Celebrating World Health Day is a no brainer. The very notion of a pandemic like the one we are experiencing was once unfathomable. Yet over the last year, we have watched as friends and family have fallen ill or even died as a direct result of Covid.
It hasn’t been just Covid that so many have died from – but certainly those with pre-existing ill health or medical conditions have suffered greatest. Last year, The Lancet medical journal here in the UK published an excellent article about Covid’s impact on cancer patients. It revealed that due to Covid, cancer deaths and complications would rise simply by lack of access to treatment, pauses in trials, and limited face-to-face consultations.
This after effect of the Coronavirus pandemic is well reported now. It’s the fine balance between priorities – stay safe and away from hospitals because of Covid, or tackle the residual legacy afterward.
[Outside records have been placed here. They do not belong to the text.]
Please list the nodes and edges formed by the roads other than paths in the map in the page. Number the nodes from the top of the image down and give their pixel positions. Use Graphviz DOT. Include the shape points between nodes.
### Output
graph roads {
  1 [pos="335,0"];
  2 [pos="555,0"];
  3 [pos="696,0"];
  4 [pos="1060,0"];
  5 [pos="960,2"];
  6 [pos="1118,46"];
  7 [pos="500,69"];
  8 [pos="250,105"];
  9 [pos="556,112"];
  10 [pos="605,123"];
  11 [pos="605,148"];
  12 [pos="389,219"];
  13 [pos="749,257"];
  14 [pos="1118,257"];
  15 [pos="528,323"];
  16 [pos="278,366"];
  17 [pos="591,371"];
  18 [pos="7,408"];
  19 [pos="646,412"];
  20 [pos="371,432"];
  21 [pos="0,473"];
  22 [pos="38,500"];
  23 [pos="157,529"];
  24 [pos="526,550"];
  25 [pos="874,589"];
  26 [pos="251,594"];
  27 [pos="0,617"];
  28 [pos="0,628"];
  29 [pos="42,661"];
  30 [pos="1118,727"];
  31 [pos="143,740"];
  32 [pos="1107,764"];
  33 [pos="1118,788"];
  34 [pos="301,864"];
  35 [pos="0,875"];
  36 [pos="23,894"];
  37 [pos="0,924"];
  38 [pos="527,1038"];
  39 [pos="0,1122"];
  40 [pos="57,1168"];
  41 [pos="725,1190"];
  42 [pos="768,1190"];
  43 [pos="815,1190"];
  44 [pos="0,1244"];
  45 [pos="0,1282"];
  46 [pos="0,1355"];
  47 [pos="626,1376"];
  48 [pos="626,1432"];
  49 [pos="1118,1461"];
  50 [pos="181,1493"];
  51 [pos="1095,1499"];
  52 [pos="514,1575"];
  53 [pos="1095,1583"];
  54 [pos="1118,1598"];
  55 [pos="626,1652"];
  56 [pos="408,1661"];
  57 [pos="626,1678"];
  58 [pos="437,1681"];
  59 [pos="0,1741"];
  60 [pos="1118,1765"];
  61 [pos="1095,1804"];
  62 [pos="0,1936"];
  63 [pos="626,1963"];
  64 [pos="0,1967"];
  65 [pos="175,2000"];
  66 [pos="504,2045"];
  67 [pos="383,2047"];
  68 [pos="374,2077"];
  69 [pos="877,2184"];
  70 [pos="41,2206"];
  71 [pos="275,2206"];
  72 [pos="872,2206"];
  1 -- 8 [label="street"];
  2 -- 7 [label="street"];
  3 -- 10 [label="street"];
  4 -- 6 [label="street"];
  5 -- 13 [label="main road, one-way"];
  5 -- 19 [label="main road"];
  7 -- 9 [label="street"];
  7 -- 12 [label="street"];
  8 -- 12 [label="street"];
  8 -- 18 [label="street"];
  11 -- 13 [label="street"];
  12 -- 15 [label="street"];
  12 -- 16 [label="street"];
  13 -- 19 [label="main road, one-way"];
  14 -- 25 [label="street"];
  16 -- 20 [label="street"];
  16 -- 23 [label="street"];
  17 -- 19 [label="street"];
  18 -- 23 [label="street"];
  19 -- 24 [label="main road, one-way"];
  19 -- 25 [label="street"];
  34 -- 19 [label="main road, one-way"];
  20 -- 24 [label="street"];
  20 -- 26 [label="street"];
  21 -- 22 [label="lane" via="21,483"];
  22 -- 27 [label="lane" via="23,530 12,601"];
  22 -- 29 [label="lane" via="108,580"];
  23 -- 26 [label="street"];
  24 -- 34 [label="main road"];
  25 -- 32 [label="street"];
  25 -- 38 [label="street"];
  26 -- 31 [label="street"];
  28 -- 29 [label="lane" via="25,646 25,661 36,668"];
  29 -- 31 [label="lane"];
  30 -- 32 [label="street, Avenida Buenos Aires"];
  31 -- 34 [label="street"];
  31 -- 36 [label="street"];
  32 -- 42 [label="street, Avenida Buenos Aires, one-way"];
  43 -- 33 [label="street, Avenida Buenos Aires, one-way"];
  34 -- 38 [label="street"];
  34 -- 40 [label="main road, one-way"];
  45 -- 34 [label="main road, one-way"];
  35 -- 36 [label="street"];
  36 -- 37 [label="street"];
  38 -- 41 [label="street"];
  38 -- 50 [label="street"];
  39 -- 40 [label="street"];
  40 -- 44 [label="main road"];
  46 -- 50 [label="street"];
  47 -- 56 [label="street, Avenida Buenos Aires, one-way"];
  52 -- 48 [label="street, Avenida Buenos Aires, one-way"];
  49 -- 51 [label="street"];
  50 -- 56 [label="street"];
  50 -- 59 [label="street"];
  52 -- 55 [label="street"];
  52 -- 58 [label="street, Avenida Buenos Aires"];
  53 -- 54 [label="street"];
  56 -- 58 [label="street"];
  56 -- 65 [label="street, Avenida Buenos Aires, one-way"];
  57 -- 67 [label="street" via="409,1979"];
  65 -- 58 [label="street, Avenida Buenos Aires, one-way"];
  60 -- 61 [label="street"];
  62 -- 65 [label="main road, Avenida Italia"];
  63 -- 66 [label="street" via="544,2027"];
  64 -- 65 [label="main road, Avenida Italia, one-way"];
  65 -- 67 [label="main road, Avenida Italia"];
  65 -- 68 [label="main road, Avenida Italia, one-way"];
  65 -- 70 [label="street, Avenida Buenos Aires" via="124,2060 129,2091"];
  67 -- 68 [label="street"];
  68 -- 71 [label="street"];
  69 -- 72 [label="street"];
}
A medical worry leads to an unexpected surprise
I recently saw a fabulous scenario on social media. A woman had relocated to Iceland for work. One day, she found a lump in her breast. This worry brought on more worries. Thinking of her own country’s health system, she anticipated high costs, issues with insurance payout, and lots of waiting. Before she had even seen a consultant, she was anxious and apprehensive.
Her colleague encouraged her to see the consultant at hospital. No appointment was needed, and within the space of a few hours, a visual exam, mammogram, ultrasound, and consultation had all occurred. It was simple and effective, and she was methodically guided through each department without fuss. She left hospital that day relieved that the lump was a benign cyst. She was given all the documentation she would need to share with her own medical team when she was finally able to return to her home country, along with a very apologetic receipt for less than $10 to account for the fact that she was not an Iceland resident.
On World Health Day, we should highlight instances like this. Health viewed holistically. It isn’t just a curative mindset to resolve a problem once it has become a problem. It is providing care at a higher level, accounting not just for medical treatment and resolution, but the emotional and financial burden of accessing high quality care.
What do the global statistics tell us?
Every year, the World Health Organization (WHO) publishes a report outlining global statistics and impressions of health. With the exception of Covid, we see the usual suspects in the latest report. We see fewer global maternal and childhood deaths, and since 2010, a year-on-year increase in high risk health factors even in developing countries, including obesity, diabetes, and cardiovascular disease. Non-communicable disease impacted by these health factors, such as cancer, remain the world’s leading cause of death.
It comes as no surprise that we at Imperial are seeing an increase in the number of studies we are asked to support in those indications. More than ever before, we are supporting vaccine programs by facilitating delivery of physical supplies to global site locations, and also translating and producing materials to help guide patients and site teams through rapidly changing scenarios. In some instances, materials produced under Version 1 of a protocol are obsolete within weeks of production. All of this calls for speed and flexibility from everyone who runs and supports clinical trials.
Clinical trials are changing
The demand for decentralized trials is increasing. The very nature of these studies requires an increasing emphasis on data collection, plus the creation of a robust framework of checks and tests for analysis prior to, during, and after each stage of study endpoints.
Our industry is collecting data in many new ways. Thanks to the increased collection of data, we are able to spot areas of high unmet need more quickly. We can be more adaptive and work in a timely and cost-effective matter.
Several times, the WHO report I mentioned above describes large gaps and lack of availability of data. Countries and governments need to collaborate and invest in data and health information. This strikes me as perfect synergy for our industry.
We can collaborate with each other, and with other types of health care institutions that deal with the day-to-day health needs of the population. And most important: we can bridge the gaps of less advanced health care through innovation with clinical trials.
Reasons for hope
We shouldn’t take good health for granted, but we do. We shouldn’t expect treatments and cures to be available at the click of our fingers, but all too often, we do. For me, World Health Day is about trust confidence. Belief and faith that an inconvenience like a broken limb, or a more serious challenge like cancer, are hurdles to overcome rather than impossible obstacles.
When I was diagnosed with melanoma almost eight years ago, the health care provision available to me indicated there were no treatment options available. I turned to a clinical trials for excellence and hope. Our industry has the ability to transform lives. Speaking as a patient and as someone working in the industry, it’s remarkably satisfying to see that happen!